Stored data entries:
□ □ □ □ □

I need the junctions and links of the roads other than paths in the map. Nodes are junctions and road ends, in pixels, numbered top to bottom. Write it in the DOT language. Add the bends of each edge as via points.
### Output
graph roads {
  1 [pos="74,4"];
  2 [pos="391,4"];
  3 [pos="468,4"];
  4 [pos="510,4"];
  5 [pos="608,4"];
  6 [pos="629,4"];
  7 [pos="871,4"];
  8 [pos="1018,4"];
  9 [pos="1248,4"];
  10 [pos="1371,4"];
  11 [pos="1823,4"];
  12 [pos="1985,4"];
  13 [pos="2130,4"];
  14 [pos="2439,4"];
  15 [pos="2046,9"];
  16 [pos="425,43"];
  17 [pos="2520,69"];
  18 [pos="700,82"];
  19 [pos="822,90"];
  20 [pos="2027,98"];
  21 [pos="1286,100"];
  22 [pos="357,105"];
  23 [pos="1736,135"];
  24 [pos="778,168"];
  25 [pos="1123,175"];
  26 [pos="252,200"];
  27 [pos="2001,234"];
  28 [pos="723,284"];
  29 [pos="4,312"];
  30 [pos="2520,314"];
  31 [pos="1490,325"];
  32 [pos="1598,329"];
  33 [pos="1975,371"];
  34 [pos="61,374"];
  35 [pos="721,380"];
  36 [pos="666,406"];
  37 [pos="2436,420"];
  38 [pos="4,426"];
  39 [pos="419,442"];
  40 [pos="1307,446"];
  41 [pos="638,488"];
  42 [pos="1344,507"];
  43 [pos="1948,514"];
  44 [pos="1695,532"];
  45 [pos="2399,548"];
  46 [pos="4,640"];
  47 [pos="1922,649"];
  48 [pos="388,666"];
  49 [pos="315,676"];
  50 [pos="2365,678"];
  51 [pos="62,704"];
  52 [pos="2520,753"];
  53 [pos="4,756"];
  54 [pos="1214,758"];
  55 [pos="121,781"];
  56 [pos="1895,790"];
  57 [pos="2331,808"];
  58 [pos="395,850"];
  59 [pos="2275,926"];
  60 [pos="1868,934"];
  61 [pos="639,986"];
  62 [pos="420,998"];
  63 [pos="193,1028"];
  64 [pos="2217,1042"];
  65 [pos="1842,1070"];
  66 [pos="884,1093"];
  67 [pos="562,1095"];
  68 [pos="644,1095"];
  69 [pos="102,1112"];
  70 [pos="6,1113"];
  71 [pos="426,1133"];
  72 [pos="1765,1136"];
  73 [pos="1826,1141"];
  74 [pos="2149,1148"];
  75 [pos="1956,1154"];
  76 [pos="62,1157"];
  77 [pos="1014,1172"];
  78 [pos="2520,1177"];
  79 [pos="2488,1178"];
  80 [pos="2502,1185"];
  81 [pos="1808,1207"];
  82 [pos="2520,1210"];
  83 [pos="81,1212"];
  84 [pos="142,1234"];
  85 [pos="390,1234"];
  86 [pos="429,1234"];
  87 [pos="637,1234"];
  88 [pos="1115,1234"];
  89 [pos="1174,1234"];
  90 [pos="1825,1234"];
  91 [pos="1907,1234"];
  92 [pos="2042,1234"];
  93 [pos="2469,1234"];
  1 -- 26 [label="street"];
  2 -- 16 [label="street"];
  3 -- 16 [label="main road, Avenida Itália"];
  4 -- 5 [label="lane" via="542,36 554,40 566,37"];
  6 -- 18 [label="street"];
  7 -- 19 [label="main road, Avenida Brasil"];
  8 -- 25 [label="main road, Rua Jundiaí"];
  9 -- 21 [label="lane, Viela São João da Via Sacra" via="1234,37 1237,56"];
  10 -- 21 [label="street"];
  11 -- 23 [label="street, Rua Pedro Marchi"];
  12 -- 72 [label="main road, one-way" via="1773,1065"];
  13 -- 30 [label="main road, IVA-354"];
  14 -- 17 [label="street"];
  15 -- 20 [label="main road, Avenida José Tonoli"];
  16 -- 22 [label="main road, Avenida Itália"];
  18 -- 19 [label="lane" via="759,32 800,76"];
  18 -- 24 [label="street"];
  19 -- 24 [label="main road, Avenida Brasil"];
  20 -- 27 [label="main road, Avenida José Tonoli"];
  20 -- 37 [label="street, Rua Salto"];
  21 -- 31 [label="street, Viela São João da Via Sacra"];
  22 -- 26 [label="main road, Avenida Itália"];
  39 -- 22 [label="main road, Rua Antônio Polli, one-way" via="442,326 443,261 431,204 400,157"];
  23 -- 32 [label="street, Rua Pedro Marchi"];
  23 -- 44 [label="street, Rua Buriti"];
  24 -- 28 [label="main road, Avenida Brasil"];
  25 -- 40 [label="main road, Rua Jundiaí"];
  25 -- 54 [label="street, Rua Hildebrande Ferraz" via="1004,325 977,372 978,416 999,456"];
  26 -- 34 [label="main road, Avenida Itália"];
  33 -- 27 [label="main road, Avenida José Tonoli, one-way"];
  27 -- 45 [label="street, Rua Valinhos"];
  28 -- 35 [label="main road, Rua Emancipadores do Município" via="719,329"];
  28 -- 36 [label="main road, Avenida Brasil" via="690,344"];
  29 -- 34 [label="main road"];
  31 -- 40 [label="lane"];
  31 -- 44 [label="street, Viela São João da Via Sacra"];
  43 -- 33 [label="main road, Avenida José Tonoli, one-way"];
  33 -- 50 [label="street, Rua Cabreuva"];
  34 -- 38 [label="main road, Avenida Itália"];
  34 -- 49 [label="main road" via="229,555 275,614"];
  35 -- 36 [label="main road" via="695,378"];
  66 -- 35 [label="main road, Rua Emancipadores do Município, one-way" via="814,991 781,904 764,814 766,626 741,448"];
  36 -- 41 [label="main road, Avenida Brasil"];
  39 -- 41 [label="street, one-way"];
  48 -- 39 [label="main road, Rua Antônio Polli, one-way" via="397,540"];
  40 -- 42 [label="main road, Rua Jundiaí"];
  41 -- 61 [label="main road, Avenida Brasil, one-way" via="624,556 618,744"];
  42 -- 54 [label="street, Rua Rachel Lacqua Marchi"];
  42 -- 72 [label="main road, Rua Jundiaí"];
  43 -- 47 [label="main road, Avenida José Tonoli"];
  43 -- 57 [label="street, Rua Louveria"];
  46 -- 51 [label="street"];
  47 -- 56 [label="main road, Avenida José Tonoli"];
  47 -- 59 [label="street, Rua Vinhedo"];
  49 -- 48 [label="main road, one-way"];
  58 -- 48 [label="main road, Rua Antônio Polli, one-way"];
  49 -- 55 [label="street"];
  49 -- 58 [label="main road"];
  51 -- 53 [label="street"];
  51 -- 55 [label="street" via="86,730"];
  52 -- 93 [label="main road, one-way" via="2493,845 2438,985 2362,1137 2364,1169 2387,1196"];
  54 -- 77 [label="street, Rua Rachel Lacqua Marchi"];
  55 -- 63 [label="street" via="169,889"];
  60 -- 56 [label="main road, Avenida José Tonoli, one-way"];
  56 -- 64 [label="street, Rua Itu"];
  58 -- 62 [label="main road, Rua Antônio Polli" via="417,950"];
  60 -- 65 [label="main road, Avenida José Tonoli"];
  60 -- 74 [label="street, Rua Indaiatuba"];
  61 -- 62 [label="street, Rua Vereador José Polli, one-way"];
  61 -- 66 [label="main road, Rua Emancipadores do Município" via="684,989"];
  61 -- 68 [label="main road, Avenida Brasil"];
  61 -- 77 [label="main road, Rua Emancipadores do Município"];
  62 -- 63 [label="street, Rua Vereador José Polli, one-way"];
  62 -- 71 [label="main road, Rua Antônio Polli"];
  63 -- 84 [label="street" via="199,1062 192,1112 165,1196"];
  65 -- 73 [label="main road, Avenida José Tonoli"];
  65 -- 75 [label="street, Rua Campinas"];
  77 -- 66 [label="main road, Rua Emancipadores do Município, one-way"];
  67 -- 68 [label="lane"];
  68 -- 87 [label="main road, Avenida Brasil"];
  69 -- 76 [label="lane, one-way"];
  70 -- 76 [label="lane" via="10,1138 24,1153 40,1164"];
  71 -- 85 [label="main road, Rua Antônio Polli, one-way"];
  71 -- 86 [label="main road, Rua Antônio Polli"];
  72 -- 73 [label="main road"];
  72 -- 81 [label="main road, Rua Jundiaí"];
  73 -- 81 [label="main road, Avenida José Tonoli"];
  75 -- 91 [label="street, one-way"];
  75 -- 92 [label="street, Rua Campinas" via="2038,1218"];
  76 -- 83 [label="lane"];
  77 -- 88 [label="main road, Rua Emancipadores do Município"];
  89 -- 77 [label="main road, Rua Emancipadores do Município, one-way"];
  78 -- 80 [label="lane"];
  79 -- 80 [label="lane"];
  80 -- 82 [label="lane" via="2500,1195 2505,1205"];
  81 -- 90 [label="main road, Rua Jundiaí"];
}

□ □ □ □ □

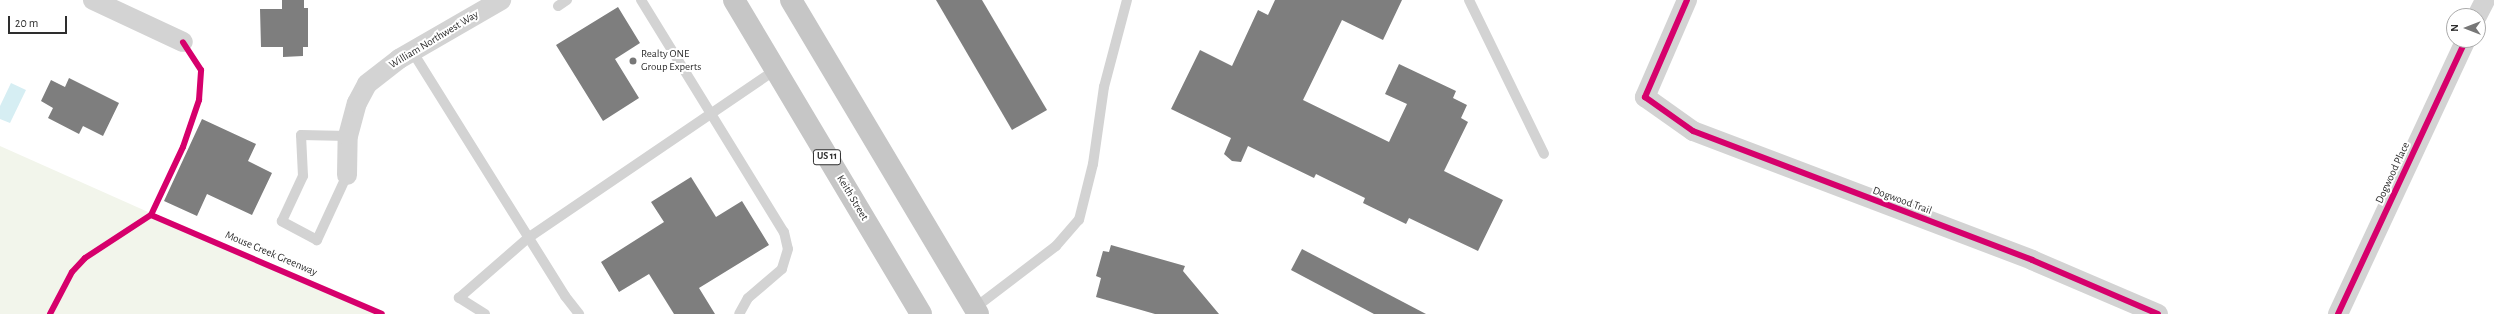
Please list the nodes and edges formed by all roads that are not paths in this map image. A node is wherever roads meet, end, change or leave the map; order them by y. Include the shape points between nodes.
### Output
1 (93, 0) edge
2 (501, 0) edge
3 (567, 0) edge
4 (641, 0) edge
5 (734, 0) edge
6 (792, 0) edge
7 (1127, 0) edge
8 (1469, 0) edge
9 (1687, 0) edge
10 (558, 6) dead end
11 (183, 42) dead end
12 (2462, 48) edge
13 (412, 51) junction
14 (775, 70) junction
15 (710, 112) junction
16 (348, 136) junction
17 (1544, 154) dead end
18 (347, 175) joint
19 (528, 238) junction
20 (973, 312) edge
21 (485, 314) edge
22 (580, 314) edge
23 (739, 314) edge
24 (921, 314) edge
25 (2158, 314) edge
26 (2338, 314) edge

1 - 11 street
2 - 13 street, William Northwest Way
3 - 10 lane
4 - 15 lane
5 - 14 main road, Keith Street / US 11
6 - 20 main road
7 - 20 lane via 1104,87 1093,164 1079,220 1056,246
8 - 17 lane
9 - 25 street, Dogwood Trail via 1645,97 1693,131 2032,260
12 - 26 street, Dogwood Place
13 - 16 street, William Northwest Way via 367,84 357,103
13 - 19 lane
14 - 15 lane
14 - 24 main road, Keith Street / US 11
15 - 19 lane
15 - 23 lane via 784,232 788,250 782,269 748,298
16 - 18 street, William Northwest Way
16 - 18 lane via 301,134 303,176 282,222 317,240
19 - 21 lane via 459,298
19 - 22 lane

□ □ □ □ □

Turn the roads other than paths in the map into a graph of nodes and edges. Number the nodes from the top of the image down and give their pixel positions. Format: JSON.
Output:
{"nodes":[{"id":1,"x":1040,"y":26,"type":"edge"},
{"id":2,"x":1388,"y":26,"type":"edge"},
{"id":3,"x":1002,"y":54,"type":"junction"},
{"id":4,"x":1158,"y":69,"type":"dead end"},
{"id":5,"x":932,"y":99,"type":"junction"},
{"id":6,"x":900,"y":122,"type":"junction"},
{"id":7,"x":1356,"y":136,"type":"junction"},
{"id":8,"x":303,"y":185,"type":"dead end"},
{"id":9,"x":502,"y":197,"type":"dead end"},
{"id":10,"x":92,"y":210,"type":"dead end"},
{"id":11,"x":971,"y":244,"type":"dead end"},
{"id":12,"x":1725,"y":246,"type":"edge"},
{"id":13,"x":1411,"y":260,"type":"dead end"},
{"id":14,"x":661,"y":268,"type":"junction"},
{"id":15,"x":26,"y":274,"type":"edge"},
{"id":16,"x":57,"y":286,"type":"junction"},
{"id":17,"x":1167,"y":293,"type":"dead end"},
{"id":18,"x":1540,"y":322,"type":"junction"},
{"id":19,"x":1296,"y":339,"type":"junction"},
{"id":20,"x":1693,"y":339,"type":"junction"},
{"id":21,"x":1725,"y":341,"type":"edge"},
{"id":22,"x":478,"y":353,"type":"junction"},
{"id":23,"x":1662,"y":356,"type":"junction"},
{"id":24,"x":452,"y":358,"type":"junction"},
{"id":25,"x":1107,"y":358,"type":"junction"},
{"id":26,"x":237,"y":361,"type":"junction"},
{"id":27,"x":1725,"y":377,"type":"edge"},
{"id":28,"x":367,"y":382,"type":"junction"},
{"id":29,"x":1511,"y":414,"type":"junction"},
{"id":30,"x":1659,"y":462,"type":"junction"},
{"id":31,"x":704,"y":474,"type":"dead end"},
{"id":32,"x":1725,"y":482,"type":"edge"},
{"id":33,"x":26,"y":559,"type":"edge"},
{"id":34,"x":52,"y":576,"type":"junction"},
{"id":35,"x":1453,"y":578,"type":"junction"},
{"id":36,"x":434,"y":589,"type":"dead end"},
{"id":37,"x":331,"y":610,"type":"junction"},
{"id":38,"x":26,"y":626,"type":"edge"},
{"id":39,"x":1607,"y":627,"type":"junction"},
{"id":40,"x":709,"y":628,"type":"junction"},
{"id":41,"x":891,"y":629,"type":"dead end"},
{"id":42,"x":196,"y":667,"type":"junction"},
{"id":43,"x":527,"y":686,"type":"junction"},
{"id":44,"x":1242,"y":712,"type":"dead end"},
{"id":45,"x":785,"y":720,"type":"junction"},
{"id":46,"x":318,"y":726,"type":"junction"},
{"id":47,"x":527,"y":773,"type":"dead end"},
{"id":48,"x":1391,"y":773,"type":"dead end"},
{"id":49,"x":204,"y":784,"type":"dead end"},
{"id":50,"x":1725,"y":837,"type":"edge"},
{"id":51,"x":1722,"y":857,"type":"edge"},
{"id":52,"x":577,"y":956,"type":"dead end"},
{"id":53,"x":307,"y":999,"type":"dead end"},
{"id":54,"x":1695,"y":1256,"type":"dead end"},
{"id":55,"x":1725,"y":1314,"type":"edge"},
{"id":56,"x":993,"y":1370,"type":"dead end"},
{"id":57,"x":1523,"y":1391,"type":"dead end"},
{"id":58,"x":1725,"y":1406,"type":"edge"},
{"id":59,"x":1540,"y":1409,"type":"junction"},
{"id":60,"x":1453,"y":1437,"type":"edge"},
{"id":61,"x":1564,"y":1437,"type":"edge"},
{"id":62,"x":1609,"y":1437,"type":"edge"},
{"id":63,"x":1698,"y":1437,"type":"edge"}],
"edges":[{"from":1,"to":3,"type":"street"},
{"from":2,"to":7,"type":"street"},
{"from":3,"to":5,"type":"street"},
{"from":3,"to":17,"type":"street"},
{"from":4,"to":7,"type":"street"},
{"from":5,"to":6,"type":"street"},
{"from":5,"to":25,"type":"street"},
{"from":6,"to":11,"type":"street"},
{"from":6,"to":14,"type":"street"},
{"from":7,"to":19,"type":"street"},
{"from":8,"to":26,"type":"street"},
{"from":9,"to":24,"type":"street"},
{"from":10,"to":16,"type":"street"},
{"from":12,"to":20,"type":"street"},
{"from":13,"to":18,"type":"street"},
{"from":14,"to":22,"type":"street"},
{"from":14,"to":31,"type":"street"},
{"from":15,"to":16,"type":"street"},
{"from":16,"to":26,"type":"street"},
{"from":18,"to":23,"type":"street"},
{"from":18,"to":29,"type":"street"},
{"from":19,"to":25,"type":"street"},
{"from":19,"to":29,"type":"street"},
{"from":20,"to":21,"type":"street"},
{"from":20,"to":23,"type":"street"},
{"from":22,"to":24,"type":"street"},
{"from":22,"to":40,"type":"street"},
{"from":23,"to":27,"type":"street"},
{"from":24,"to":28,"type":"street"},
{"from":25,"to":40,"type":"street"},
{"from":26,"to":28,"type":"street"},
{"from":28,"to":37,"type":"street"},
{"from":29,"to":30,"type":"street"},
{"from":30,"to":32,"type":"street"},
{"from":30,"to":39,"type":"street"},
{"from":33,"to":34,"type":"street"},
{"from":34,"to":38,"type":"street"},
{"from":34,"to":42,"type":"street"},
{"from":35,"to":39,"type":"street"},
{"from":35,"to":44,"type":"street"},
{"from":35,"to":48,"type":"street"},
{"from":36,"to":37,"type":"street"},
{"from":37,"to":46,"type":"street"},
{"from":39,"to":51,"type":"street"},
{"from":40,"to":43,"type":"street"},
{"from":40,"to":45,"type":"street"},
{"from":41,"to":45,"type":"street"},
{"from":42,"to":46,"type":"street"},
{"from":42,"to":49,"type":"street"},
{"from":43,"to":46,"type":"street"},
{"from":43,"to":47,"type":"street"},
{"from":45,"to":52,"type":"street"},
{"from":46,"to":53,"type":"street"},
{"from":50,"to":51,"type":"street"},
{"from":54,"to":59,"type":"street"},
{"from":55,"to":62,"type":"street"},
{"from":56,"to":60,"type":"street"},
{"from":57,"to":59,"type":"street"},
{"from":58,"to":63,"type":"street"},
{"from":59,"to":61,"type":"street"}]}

□ □ □ □ □

◆ **ASSIGNMENT**: Working from the entries above, find every line in which the word "Emancipadores" occurs and copy it.

◆ **EXERCISE ANSWER**:
  28 -- 35 [label="main road, Rua Emancipadores do Município" via="719,329"];
  66 -- 35 [label="main road, Rua Emancipadores do Município, one-way" via="814,991 781,904 764,814 766,626 741,448"];
  61 -- 66 [label="main road, Rua Emancipadores do Município" via="684,989"];
  61 -- 77 [label="main road, Rua Emancipadores do Município"];
  77 -- 66 [label="main road, Rua Emancipadores do Município, one-way"];
  77 -- 88 [label="main road, Rua Emancipadores do Município"];
  89 -- 77 [label="main road, Rua Emancipadores do Município, one-way"];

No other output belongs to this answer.